Input records:

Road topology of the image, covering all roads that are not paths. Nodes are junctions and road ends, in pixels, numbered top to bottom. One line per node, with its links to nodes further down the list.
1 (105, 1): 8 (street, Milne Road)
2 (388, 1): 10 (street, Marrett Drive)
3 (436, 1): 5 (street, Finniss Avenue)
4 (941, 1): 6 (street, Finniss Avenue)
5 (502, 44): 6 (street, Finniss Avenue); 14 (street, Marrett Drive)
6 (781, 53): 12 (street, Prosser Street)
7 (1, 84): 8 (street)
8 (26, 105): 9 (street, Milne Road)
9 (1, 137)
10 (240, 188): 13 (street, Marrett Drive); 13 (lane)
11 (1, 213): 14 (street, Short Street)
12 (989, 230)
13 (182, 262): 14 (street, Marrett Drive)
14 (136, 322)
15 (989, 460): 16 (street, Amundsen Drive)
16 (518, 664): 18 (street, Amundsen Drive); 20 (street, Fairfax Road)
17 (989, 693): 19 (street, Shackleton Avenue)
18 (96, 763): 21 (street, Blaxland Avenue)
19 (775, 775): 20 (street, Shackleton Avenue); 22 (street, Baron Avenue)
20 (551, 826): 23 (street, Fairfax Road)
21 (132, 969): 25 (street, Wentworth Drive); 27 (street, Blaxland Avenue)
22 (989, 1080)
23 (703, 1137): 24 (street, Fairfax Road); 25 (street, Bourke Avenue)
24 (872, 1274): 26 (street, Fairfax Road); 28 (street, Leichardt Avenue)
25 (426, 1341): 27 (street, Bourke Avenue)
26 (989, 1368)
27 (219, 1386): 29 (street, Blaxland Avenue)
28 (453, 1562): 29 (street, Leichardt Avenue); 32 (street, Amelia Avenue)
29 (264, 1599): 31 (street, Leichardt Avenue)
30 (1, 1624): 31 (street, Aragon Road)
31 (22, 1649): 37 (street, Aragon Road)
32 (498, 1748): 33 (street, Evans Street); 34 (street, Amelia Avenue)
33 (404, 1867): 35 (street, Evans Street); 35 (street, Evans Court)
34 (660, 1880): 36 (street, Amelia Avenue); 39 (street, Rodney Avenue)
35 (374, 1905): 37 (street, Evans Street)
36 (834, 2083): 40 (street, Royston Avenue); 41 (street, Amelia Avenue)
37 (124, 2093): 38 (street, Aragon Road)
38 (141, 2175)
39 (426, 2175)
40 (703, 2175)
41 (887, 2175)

What to produce:
The answer should consist of all lines from the records above that hold the word "Amundsen".

Written response:
15 (989, 460): 16 (street, Amundsen Drive)
16 (518, 664): 18 (street, Amundsen Drive); 20 (street, Fairfax Road)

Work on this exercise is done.